Quand Josée Scalabrini prononce la phrase en interview, la réalité la rattrape.

Elle inspire profondément et reprend son souffle. « Oui, après 11 ans à titre de présidente de la FSE [Fédération des syndicats de l’enseignement], je vais quitter en juin. »

La plupart de ses membres doivent l’apprendre en lisant ce texte.

Je voulais profiter de son recul pour parler de l’évolution du réseau.

Depuis son élection à la vice-présidence puis à la présidence de la FSE, elle a vu passer neuf ministres. Elle aurait préféré en voir moins. « Le manque de stabilité a fait mal au réseau », déplore-t-elle.

La cause ? Le roulement à la tête du ministère de l’Éducation, mais aussi sa politisation.

Le solage du réseau est de plus en plus fragile.

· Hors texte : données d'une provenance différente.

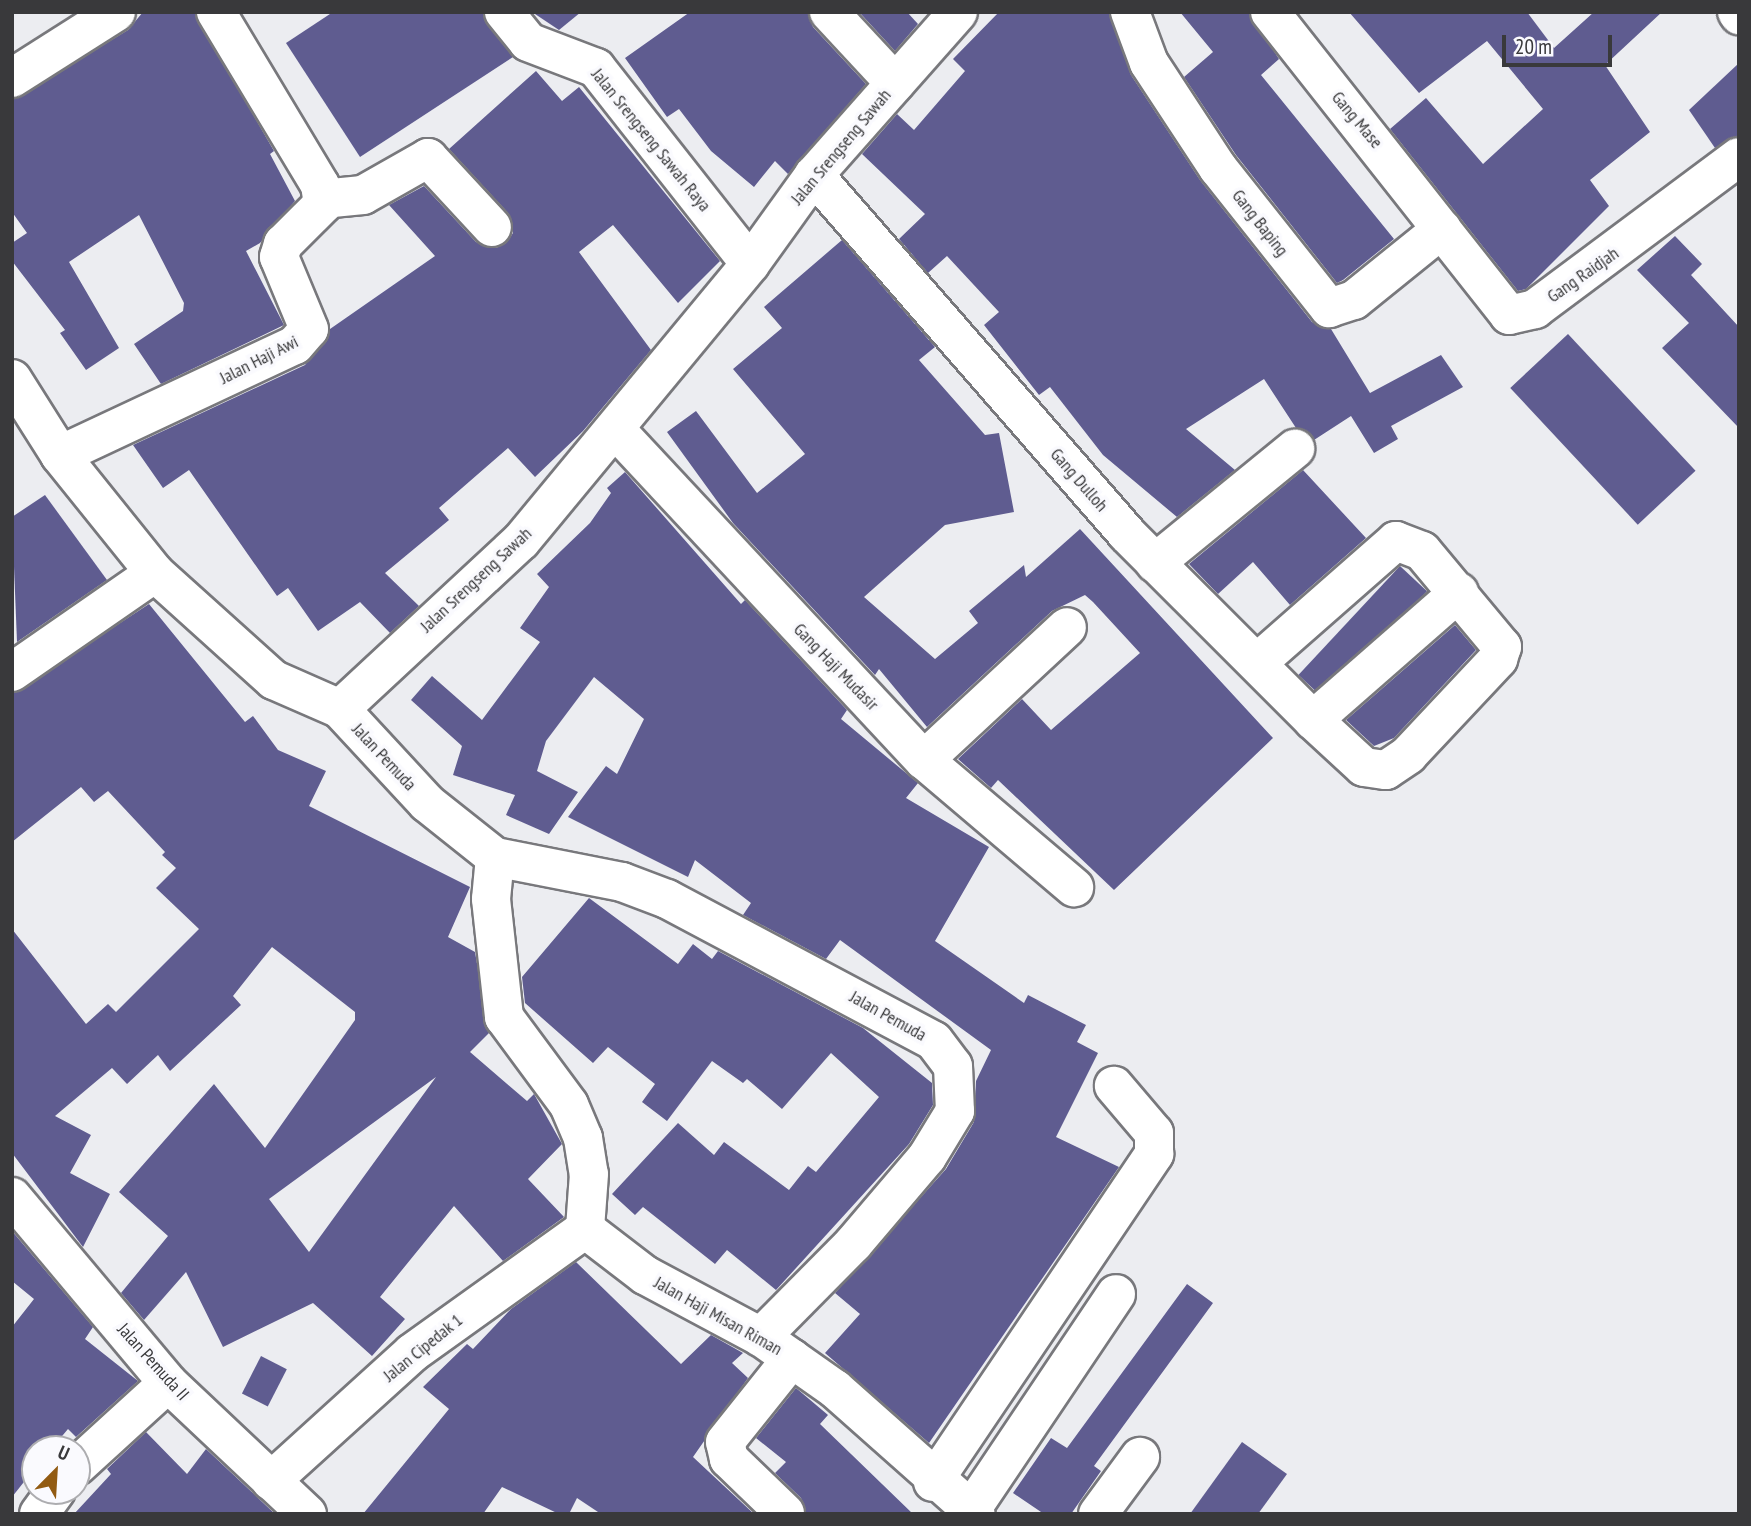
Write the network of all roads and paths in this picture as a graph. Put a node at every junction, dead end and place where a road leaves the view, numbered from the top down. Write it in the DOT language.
graph roads {
  1 [pos="116,12"];
  2 [pos="216,12"];
  3 [pos="504,12"];
  4 [pos="829,12"];
  5 [pos="1130,12"];
  6 [pos="1270,12"];
  7 [pos="952,15"];
  8 [pos="12,78"];
  9 [pos="895,83"];
  10 [pos="1739,157"];
  11 [pos="814,175"];
  12 [pos="322,199"];
  13 [pos="492,227"];
  14 [pos="1442,229"];
  15 [pos="750,264"];
  16 [pos="12,379"];
  17 [pos="615,429"];
  18 [pos="1295,449"];
  19 [pos="61,455"];
  20 [pos="1155,563"];
  21 [pos="155,573"];
  22 [pos="1459,592"];
  23 [pos="1067,627"];
  24 [pos="1257,663"];
  25 [pos="12,672"];
  26 [pos="340,709"];
  27 [pos="1313,720"];
  28 [pos="924,760"];
  29 [pos="495,857"];
  30 [pos="1074,887"];
  31 [pos="1114,1086"];
  32 [pos="12,1197"];
  33 [pos="585,1229"];
  34 [pos="1116,1294"];
  35 [pos="777,1348"];
  36 [pos="168,1383"];
  37 [pos="91,1453"];
  38 [pos="1140,1457"];
  39 [pos="271,1480"];
  40 [pos="933,1482"];
  41 [pos="974,1512"];
  42 [pos="785,1513"];
  43 [pos="307,1514"];
  44 [pos="1097,1514"];
  1 -- 8 [label="street"];
  2 -- 12 [label="street"];
  3 -- 15 [label="street, Jalan Srengseng Sawah Raya"];
  4 -- 9 [label="street"];
  5 -- 14 [label="street, Gang Baping"];
  6 -- 14 [label="street, Gang Mase"];
  7 -- 9 [label="street, Jalan Srengseng Sawah"];
  9 -- 11 [label="street, Jalan Srengseng Sawah"];
  10 -- 14 [label="street, Gang Raidjah"];
  11 -- 15 [label="street, Jalan Srengseng Sawah"];
  11 -- 20 [label="street, Gang Dulloh"];
  12 -- 13 [label="street"];
  12 -- 19 [label="street, Jalan Haji Awi"];
  15 -- 17 [label="street, Jalan Srengseng Sawah"];
  16 -- 19 [label="street"];
  17 -- 26 [label="street, Jalan Srengseng Sawah"];
  17 -- 28 [label="street, Gang Haji Mudasir"];
  18 -- 20 [label="street"];
  19 -- 21 [label="street"];
  20 -- 24 [label="street, Gang Dulloh"];
  21 -- 25 [label="street"];
  21 -- 26 [label="street"];
  22 -- 24 [label="street"];
  22 -- 27 [label="street"];
  22 -- 27 [label="street, Gang Dulloh"];
  23 -- 28 [label="street"];
  24 -- 27 [label="street, Gang Dulloh"];
  26 -- 29 [label="street, Jalan Pemuda"];
  28 -- 30 [label="street, Gang Haji Mudasir"];
  29 -- 33 [label="street"];
  29 -- 35 [label="street, Jalan Pemuda"];
  31 -- 40 [label="street"];
  32 -- 36 [label="street, Jalan Pemuda II"];
  33 -- 35 [label="street, Jalan Haji Misan Riman"];
  33 -- 39 [label="street, Jalan Cipedak 1"];
  34 -- 41 [label="street"];
  35 -- 40 [label="street, Jalan Haji Misan Riman"];
  35 -- 42 [label="street, Jalan Pemuda"];
  36 -- 37 [label="street"];
  36 -- 39 [label="street, Jalan Pemuda II"];
  38 -- 44 [label="street"];
  39 -- 43 [label="street, Jalan Pemuda II"];
  40 -- 41 [label="street, Jalan Haji Misan Riman"];
}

Les politiciens disent tous que l’éducation, c’est leur priorité. Mais ils arrivent avec leurs solutions en campagne, et une fois au pouvoir, ils doivent les réaliser. On ajoute des étages au lieu de renforcer les fondations.

Josée Scalabrini, présidente de la FSE

Cette fondation fragile, c’est celle d’un système à trois vitesses où les élèves en difficulté ont été intégrés à la classe ordinaire sans que les ressources suivent.

Et les étages ? Elle donne l’exemple des maternelles 4 ans, priorité de François Legault. L’idée était bonne, tient-elle à préciser. « Mais ça n’aurait pas dû être du mur-à-mur. On manquait déjà de locaux et de profs, et ça a empiré le problème. »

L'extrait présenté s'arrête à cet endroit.